The first 3/4 of the matrix represents x, y and z. And the number proceeding it represents the number it equals. I.E. x + 2y + 3z = 0 is represented by the first line 1 2 3 | 0

Now, in that 2nd row it's 2x + 2y + 2z = 2
In the 3rd row, 4x + 4y + 4z = 4

This matrix has a rank of TWO because when you row-reduce it (that is, perform elementary row operations in order to obtain leading ones), you may only obtain 2 leading ones. I will perform the row reductions below:

1 2 3 | 0
2 2 2 | 2
4 4 4 | 4

Row 1 is represented by 1 2 3 | 0, Row 2 is 2 2 2 | 1 and row 3 is 0 0 0 | 0

If you minus 2xR2 from R3 you get:

1 2 3 | 0
2 2 2 | 2
0 0 0 | 0

If you minus 2 x R1 from R2, you obtain the matrix:

1  2  3  | 0
0 -2 -4 | 2
0  0   0 | 0

Now divide R2 by -2 to obtain:

1 2 3 | 0
0 1 2 | -1
0 0 0 | 0

If you notice, we have two leading ones. The best explanation of this that I can give is a '1' in the left-hand most COLUMN, when ONLY preceded by a 0 or is itself in the first column. (A shitty definition, I know, maybe Ahmad can clear it up better).
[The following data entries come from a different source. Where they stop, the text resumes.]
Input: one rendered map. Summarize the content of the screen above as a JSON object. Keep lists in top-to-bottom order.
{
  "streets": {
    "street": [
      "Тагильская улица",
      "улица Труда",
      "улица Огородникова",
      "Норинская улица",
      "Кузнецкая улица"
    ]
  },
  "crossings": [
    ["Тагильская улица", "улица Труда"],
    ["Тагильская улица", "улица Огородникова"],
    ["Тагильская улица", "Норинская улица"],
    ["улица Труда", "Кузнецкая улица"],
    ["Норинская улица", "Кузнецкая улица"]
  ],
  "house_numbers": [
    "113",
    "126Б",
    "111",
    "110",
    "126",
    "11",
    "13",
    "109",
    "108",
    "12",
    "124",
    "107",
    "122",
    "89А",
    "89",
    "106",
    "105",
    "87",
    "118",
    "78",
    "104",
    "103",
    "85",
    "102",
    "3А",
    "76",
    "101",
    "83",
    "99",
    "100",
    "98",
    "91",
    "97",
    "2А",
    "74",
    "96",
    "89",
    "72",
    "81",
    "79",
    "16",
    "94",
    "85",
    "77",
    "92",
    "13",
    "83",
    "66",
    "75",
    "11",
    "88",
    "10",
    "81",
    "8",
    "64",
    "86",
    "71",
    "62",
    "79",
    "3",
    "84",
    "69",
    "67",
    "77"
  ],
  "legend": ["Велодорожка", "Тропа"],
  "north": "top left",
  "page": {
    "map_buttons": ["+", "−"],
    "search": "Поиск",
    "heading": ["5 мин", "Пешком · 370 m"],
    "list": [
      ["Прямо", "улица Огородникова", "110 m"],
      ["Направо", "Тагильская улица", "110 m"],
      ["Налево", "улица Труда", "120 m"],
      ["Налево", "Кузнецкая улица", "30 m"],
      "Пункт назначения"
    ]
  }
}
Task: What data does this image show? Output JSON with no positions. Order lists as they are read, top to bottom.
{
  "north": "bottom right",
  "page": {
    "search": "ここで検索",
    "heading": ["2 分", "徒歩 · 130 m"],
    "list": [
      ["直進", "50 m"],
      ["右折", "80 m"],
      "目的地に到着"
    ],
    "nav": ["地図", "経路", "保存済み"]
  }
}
Anyway from this you see that in a 3x3 matrix the rank is only TWO. The rank of a matrix is how many leading 1s it has. For there to be a distinct solution, we need Rank(M) >= Nj, where Nj = the number of columns in the matrix. However, for this matrix, Nj = 3 and Rank(M) = 2. Rank(M) < Nj, therefore we have more unknowns than we have equations to solve them! Thus, we have infinitely many solutions.

ALSO, this leads to a bit of a lemma. For any system of equations for which the number of equations is equal to the number of unknowns, if one equation is a scalar multiple of another, then the system of equations has INFINITELY many solutions.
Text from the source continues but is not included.